I’ve also been surprised by how excitedly people have clung to this play. It is obvious there is a deep seeded need for more characters and stories like these. It’s not just the growing fan-base, either; it’s the late night conversations with actors about which HP house Batman would be in (still a heated debating going about Ravenclaw or Griffindor), the arguments about Pikachu’s selfie skills, and the place of Dragonball amongst the great comics of all time. Would you rather read Dragonball, or Watchmen?
NE: I’ve yet to read either… sounds like I have some homework before tonight! Any specific recommendations before audiences come to see the show?
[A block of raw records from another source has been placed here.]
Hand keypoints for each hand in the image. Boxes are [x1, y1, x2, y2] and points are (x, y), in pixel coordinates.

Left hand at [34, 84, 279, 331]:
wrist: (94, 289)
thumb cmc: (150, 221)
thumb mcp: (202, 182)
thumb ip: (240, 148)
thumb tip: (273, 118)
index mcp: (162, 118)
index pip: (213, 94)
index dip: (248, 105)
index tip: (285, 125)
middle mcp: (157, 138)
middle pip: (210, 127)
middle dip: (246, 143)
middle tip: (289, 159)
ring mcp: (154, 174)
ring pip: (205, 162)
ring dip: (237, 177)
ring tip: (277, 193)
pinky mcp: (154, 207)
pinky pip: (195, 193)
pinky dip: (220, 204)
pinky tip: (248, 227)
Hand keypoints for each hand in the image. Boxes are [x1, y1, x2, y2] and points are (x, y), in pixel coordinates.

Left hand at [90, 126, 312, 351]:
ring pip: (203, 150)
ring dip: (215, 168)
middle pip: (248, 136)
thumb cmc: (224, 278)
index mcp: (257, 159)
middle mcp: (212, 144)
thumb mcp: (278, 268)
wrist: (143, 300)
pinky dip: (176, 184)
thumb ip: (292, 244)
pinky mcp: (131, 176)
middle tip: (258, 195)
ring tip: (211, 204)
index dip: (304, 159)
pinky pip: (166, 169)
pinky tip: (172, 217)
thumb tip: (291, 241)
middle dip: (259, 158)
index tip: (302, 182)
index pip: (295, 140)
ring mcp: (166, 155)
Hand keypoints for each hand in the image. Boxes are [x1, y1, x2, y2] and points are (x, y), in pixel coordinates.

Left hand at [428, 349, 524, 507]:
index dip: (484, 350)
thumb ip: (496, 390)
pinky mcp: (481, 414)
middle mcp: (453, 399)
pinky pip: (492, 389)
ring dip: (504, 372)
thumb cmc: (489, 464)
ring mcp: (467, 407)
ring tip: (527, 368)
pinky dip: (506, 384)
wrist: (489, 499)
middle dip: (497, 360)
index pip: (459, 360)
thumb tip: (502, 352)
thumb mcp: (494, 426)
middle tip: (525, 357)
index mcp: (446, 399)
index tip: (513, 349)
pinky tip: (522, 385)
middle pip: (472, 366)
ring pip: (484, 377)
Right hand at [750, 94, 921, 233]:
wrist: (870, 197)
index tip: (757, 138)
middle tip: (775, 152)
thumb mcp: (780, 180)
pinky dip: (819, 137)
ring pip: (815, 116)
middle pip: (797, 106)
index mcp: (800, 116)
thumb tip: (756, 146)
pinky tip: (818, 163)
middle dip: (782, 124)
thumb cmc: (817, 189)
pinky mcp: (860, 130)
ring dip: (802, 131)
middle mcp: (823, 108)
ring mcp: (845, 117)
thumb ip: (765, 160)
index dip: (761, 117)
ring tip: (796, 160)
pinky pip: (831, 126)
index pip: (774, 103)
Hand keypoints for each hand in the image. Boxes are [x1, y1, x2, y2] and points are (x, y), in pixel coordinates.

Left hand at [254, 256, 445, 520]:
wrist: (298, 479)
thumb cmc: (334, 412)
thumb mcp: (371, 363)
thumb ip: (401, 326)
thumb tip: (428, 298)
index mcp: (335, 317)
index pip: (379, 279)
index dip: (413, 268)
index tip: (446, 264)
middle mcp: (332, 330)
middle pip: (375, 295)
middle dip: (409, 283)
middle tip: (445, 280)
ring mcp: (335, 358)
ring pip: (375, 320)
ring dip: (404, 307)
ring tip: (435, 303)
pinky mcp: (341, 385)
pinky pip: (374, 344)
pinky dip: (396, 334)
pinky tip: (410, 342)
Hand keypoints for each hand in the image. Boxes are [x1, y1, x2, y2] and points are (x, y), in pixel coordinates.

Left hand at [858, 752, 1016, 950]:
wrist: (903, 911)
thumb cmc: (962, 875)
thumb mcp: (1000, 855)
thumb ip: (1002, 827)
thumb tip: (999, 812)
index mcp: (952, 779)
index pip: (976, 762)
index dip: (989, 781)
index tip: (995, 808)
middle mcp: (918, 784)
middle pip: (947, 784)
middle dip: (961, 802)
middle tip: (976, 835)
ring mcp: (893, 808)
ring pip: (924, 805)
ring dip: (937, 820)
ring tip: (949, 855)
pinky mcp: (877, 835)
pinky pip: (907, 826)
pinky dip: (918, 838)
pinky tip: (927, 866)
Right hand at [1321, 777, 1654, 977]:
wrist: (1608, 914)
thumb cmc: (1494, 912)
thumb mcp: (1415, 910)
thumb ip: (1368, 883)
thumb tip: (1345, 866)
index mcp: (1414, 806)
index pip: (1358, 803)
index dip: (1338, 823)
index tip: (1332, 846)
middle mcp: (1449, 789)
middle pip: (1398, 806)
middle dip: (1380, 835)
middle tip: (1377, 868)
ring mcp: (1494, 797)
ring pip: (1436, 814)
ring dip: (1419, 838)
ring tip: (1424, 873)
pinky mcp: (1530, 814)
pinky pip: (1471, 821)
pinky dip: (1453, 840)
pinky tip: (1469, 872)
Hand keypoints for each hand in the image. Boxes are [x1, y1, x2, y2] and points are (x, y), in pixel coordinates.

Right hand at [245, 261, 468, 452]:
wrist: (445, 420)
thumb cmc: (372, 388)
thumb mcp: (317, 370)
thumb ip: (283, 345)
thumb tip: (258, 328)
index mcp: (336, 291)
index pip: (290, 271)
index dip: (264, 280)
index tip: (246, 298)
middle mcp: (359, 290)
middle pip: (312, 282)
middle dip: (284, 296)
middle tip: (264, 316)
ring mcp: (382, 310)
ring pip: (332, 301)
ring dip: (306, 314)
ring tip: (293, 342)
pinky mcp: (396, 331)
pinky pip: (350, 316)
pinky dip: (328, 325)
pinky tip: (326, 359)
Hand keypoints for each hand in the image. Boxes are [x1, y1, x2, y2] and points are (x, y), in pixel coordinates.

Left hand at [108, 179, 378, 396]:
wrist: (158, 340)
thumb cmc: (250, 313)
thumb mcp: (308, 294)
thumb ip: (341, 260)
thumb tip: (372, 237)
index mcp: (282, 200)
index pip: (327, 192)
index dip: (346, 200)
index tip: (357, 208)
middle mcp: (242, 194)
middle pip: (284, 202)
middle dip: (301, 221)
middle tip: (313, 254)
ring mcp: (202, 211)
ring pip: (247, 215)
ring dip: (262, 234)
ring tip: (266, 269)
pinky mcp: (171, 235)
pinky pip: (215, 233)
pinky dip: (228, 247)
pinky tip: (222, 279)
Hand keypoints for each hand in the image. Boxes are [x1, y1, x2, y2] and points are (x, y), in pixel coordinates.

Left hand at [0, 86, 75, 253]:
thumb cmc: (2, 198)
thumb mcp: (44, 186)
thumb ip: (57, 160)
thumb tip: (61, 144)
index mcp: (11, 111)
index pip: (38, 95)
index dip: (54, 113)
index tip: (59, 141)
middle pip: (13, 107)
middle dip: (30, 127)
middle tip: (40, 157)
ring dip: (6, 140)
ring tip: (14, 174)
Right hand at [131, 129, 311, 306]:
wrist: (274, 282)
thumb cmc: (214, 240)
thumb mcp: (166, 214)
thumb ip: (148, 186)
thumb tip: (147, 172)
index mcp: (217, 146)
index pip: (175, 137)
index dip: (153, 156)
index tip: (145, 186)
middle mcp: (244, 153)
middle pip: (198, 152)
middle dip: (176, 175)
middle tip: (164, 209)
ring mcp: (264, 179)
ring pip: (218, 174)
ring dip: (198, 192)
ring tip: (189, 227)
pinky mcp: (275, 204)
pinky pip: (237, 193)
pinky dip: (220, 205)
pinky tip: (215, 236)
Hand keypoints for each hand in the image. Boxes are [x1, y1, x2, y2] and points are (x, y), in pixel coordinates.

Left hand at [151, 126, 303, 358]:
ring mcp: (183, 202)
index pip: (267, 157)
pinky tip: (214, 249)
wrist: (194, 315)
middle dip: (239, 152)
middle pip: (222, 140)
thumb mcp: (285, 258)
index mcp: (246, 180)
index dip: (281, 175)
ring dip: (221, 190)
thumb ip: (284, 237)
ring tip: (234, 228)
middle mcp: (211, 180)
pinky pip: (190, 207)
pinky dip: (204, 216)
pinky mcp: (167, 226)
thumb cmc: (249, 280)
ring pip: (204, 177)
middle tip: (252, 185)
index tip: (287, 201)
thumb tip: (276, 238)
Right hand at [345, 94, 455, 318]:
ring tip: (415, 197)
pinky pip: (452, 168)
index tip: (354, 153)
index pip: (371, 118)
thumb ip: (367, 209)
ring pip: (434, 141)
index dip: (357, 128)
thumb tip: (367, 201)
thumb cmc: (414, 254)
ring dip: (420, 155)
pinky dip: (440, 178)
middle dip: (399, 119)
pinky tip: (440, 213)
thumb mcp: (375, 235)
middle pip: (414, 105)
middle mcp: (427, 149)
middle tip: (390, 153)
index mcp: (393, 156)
GR: I’ve been binge watching Anime. There is a new Gundam out which is rad. If I were you, however, I’d arrive a half hour early, play some video games, get a drink, and then read the entirety of Alan Moore’s The Killing Joke. Really though, you should plan a week of prep. This play has so many references that I will honestly buy a drink for someone who gets all of them.
Monday: Star Wars.
Wednesday: Play Magic with a friend.
Saturday: Spirited Away.
Sunday: Street Fighter.
Then you come see the show (maybe after a cup of joe at Ray Gun), and stay to have a drink with the cast. We will talk for hours.
NE: Afterwards, audiences will want to…
GR: I usually spend the nights after tech going to Cal Anderson with my two light-sabers, a side blaster, bad ass helm, and play this song on repeat while defeating my enemies: https://www.youtube.com/watch?v=uILUCplfi-M
Kind of like this but with more blasters and hip hop: https://www.youtube.com/watch?v=emrSVgJ_x5I
NE: What’s next for this play?
GR: As our character Gordon says, “It doesn’t matter. What I’ve said will resonate through this facility, and now . . . the world.” We’re excited to see who this play resonates with and where it might go next.